=== Begin Enclosure ===

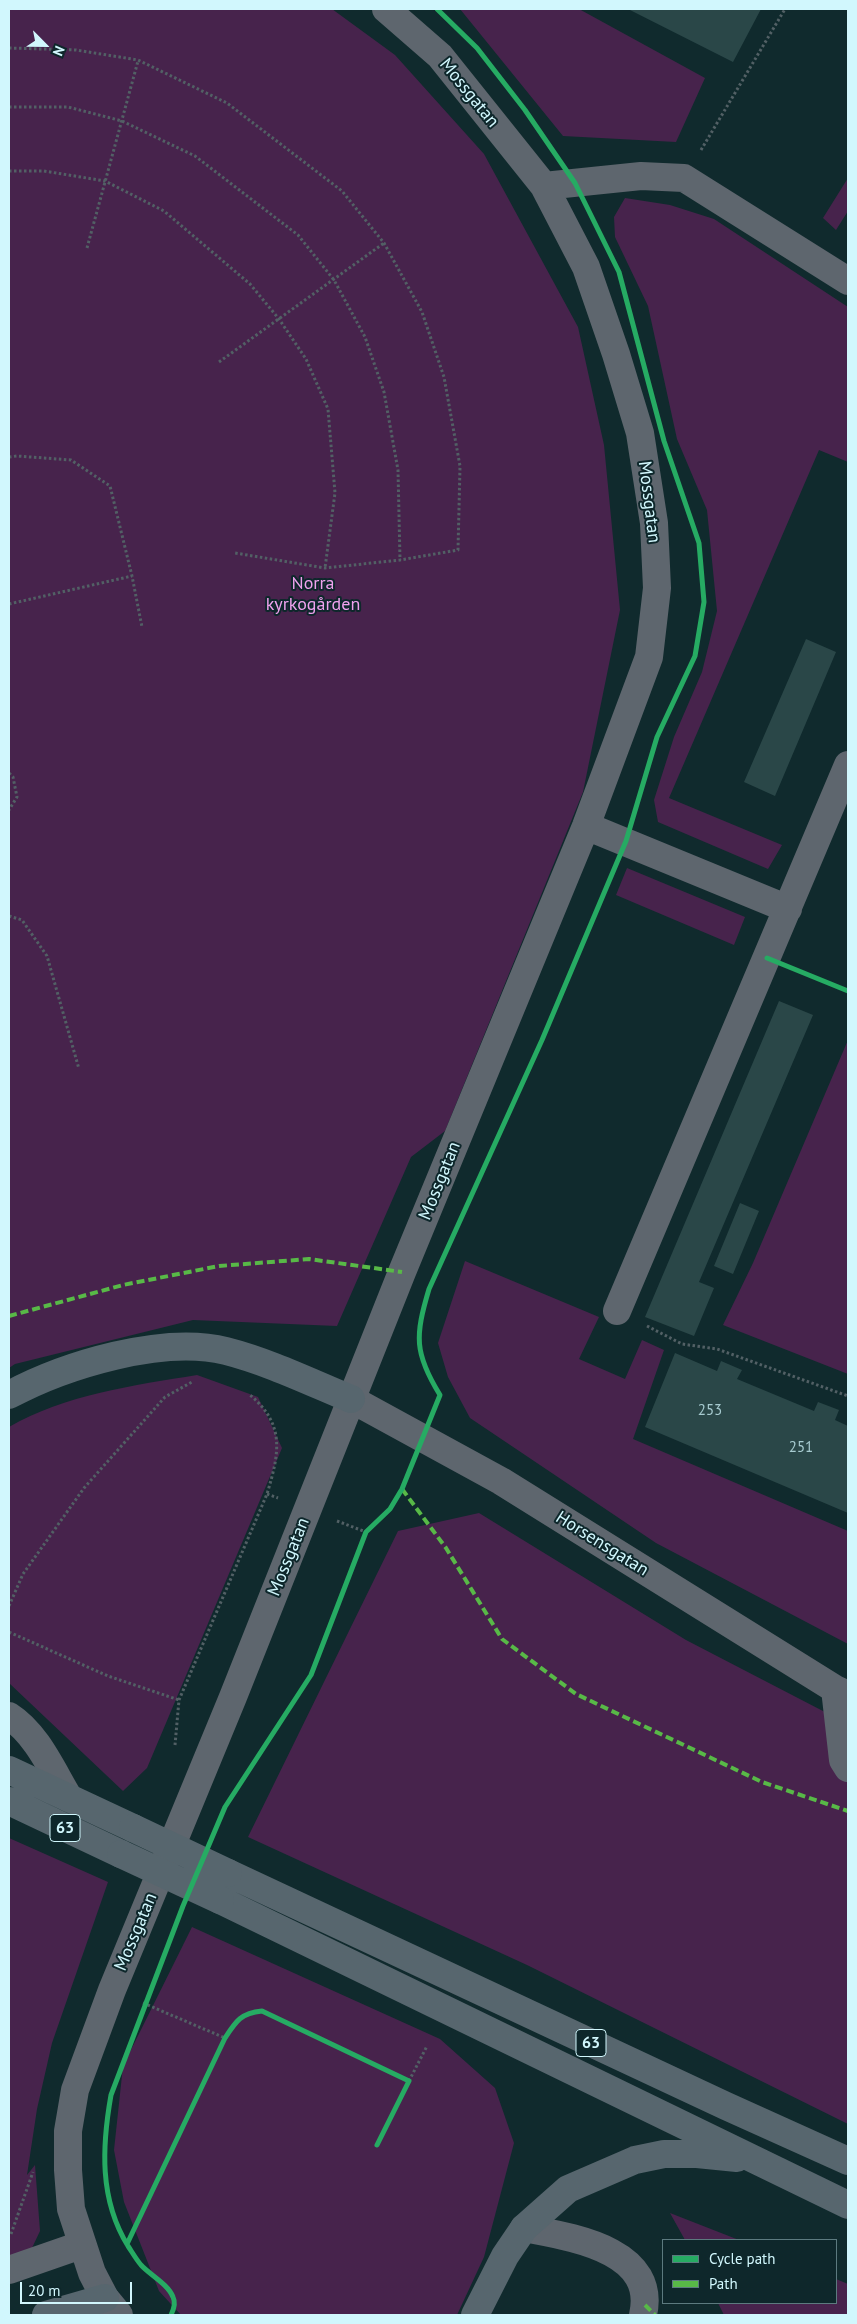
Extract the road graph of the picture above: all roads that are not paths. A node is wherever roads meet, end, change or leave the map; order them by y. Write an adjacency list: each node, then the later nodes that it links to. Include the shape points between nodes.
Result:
1 (386, 9): 2 (street, Mossgatan, via 440,56)
2 (544, 186): 3 (street, via 641,176 684,178); 5 (street, Mossgatan, via 586,267 616,354 640,433 654,523 657,588 649,657)
3 (848, 281)
4 (848, 765): 6 (street)
5 (586, 826): 6 (street); 9 (street, Mossgatan)
6 (788, 909): 7 (street)
7 (617, 1311)
8 (9, 1395): 9 (main road, via 85,1363 135,1352 186,1346 225,1350)
9 (351, 1399): 10 (street, Horsensgatan, via 500,1481); 20 (street, Mossgatan, via 237,1688 112,1990 75,2090 68,2131 68,2170 71,2209)
10 (842, 1692): 12 (street, via 843,1760)
11 (9, 1716): 14 (street, via 34,1741)
12 (848, 1768)
13 (9, 1770): 14 (main road, 63)
14 (69, 1798): 17 (main road, 63, bridge)
15 (9, 1801): 16 (main road, 63, bridge)
16 (756, 2160): 18 (main road, 63); 19 (main road, via 664,2154 635,2160 568,2189)
17 (848, 2161)
18 (848, 2205)
19 (524, 2228): 24 (main road, via 505,2256); 25 (street, via 581,2239 609,2250 630,2267 643,2286)
20 (81, 2245): 21 (street); 22 (street, Mossgatan)
21 (12, 2269)
22 (112, 2307): 23 (main road)
23 (46, 2315)
24 (475, 2315)
25 (643, 2315)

=== End Enclosure ===

**Exercise prompt:**
Reproduce every entry above exactly, and omit the pictures.

**Result below:**
Extract the road graph of the picture above: all roads that are not paths. A node is wherever roads meet, end, change or leave the map; order them by y. Write an adjacency list: each node, then the later nodes that it links to. Include the shape points between nodes.
Result:
1 (386, 9): 2 (street, Mossgatan, via 440,56)
2 (544, 186): 3 (street, via 641,176 684,178); 5 (street, Mossgatan, via 586,267 616,354 640,433 654,523 657,588 649,657)
3 (848, 281)
4 (848, 765): 6 (street)
5 (586, 826): 6 (street); 9 (street, Mossgatan)
6 (788, 909): 7 (street)
7 (617, 1311)
8 (9, 1395): 9 (main road, via 85,1363 135,1352 186,1346 225,1350)
9 (351, 1399): 10 (street, Horsensgatan, via 500,1481); 20 (street, Mossgatan, via 237,1688 112,1990 75,2090 68,2131 68,2170 71,2209)
10 (842, 1692): 12 (street, via 843,1760)
11 (9, 1716): 14 (street, via 34,1741)
12 (848, 1768)
13 (9, 1770): 14 (main road, 63)
14 (69, 1798): 17 (main road, 63, bridge)
15 (9, 1801): 16 (main road, 63, bridge)
16 (756, 2160): 18 (main road, 63); 19 (main road, via 664,2154 635,2160 568,2189)
17 (848, 2161)
18 (848, 2205)
19 (524, 2228): 24 (main road, via 505,2256); 25 (street, via 581,2239 609,2250 630,2267 643,2286)
20 (81, 2245): 21 (street); 22 (street, Mossgatan)
21 (12, 2269)
22 (112, 2307): 23 (main road)
23 (46, 2315)
24 (475, 2315)
25 (643, 2315)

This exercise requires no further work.